Alcuni però non troveranno riaperture. Avranno perso la strada. Il loro posto di lavoro non ci sarà. La loro attività non avrà resistito. A chi sarà in questa condizione dare solo uno spezzone di reddito non basterà. Ci aiutano alcune informazioni recenti.
La terza edizione dell’Indagine straordinaria sulle famiglie italiane condotta da Banca d’Italia dice che è aumentata del 9% la percentuale dei nuclei che si attendono un peggioramento della situazione economica. Il FMI nel suo rapporto sull’Italia prevede un recupero del PIL per il 4,25% nell’anno in corso, ma solo se il piano di vaccinazione procederà assai bene, e inoltre se si proseguirà negli stimoli dopo che sarà finita la crisi per contenere i danni al mercato del lavoro. Il bollettino Unioncamere e ANPAL (comunicato Unioncamere del 29 marzo) conferma la ripresa dei contratti di lavoro nel trimestre avviato: più del 2020, meno del 2019. Vanno meglio le imprese nei settori trainati dalla domanda internazionale. Invece resta sensibile la riduzione della domanda di lavoro rispetto al 2019 soprattutto nel terziario e nel turismo. Sono le microimprese a registrare la maggiore flessione rispetto al tempo pre-Covid, mentre le grandi sono pressoché agli stessi livelli.
Ecco che già si delinea la folla dei dispersi e degli smarriti, quelli che aspetteranno invano la loro riapertura, quelli che hanno perso la strada o la cui strada non porta più a un luogo di lavoro. Chi ne avrà cura? Chi li accompagnerà ad aprire la nuova strada? Oggi , conosco solo la Caritas capace di ascoltare queste persone, e anche i servizi sociali dei comuni inviano spesso le persone alla Caritas.
Una riforma delle politiche attive del lavoro e soprattutto degli strumenti con cui operano è diventata un’urgenza che prevale su molte altre. Ma, vecchio vizio, continuiamo a pensare di più alle politiche passive, necessarie, ma non sufficienti, perché da sole non aprono prospettive. Quale è l’istituzione o l’Agenzia che si sta dando obiettivi per i disoccupati da Covid? Quanti e dove di prefigge di rimetterne al lavoro nei prossimi mesi? Con quali misurazioni e valutazioni dei risultati? E per tutti quelli che senza averne una vocazione pregressa tentano di mettersi in proprio, di inventarsi come imprenditori, con un tentativo che va considerato eroico in molti casi, quale è l’investimento? La formazione imprenditoriale? La dote iniziale di pur piccolissimo capitale?

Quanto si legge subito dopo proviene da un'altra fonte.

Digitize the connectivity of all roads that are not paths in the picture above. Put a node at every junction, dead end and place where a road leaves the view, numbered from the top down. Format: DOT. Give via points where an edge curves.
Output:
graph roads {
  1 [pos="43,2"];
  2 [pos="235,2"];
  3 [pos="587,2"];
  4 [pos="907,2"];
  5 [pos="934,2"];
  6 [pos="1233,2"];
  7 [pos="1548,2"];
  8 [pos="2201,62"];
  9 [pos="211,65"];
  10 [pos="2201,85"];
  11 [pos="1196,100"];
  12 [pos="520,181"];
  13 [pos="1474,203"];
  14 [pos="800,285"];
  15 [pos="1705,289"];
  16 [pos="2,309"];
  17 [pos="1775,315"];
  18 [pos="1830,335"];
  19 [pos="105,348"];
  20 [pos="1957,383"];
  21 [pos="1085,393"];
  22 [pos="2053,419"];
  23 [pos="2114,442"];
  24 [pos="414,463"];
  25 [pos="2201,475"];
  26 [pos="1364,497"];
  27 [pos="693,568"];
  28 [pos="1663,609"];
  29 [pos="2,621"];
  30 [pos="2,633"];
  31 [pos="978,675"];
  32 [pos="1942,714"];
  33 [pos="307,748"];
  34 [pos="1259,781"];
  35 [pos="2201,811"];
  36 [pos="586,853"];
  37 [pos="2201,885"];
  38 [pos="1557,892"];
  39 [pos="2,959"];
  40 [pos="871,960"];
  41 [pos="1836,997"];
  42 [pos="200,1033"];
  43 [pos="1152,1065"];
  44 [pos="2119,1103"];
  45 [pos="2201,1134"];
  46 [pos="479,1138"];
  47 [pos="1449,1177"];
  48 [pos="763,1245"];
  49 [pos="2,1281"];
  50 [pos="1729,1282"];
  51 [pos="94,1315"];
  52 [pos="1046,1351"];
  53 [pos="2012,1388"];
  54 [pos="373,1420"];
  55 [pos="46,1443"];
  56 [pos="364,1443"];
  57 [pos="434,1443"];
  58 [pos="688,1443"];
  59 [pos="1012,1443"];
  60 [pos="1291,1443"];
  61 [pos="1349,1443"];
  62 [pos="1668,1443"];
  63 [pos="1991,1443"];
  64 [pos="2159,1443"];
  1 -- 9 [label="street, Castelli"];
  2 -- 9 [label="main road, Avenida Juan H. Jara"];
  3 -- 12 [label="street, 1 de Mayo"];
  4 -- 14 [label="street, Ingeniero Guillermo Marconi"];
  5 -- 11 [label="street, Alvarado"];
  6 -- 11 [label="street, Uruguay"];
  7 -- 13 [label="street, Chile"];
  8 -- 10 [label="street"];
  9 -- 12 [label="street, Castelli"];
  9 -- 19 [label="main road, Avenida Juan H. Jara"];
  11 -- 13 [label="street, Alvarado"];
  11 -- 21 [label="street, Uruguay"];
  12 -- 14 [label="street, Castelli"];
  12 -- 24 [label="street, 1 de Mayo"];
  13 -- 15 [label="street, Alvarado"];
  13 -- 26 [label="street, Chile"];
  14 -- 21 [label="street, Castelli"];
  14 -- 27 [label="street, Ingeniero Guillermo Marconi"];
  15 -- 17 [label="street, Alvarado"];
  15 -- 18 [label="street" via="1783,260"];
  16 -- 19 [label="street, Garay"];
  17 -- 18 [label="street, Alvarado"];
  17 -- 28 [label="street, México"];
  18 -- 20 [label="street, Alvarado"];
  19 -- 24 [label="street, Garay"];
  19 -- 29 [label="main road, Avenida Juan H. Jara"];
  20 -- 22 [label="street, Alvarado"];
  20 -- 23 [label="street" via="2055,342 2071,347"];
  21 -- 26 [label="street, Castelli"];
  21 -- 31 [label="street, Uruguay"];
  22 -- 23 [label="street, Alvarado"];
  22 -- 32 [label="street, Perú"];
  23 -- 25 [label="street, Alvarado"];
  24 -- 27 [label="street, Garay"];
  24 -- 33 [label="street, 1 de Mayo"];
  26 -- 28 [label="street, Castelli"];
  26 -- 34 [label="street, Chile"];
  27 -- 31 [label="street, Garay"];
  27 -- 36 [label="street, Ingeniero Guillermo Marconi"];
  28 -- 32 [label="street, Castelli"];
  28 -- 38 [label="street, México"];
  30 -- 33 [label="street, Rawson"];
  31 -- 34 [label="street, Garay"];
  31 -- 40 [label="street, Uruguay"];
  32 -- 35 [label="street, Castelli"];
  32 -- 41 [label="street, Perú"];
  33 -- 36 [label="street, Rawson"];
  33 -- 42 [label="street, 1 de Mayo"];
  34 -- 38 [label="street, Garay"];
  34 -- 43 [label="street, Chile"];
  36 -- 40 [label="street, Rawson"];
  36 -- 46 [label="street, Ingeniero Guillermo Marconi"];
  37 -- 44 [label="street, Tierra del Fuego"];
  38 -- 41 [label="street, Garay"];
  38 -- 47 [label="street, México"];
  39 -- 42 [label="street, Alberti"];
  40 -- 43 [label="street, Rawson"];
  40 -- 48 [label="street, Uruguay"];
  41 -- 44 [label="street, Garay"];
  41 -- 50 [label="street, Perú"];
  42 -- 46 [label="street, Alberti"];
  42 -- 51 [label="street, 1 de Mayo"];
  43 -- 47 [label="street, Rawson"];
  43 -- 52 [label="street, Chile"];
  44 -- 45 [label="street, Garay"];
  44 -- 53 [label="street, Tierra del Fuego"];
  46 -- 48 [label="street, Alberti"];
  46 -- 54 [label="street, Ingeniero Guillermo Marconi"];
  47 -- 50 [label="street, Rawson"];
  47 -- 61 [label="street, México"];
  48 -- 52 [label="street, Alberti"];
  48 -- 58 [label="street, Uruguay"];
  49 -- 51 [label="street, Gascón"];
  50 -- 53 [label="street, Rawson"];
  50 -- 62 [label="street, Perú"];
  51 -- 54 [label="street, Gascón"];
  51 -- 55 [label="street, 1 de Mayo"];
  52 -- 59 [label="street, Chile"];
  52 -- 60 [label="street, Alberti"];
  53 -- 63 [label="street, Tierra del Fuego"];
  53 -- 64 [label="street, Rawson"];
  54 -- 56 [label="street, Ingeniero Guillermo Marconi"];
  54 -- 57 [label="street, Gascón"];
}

Chi governa deve necessariamente interpretare numeri, perché lavora su vaste collettività, ma ci sono moltitudini di destini personali, sui quali i numeri sono muti. Bisognerà ricostruire dal basso, far rinascere economia dal piano terra della società, e dalle donne e dagli uomini del piano terra, e della strada (si dice ridursi sul lastrico) e dagli sconfitti in casa (dai NEET che non possiamo rassegnarci ad abbandonare). Bisogna sviluppare politiche del lavoro potentemente imperniate sulla sussidiarietà. Bisogna dare coraggio e sostegno a tutti quelli che già operano in questo modo e a chi comincerà a farlo; mettere in campo chi sa partire dalle esigenze e dalle risorse di ogni singola persona, chi sa che non si butta niente, chi accetta la sfida di rigenerare ogni sconfitta.
Facciamoci gli auguri che la nostra comunità, la comunità Italia, incontri e ascolti queste persone, le prenda effettivamente con sé, come membri attivi e partecipi nella carovana della ripresa.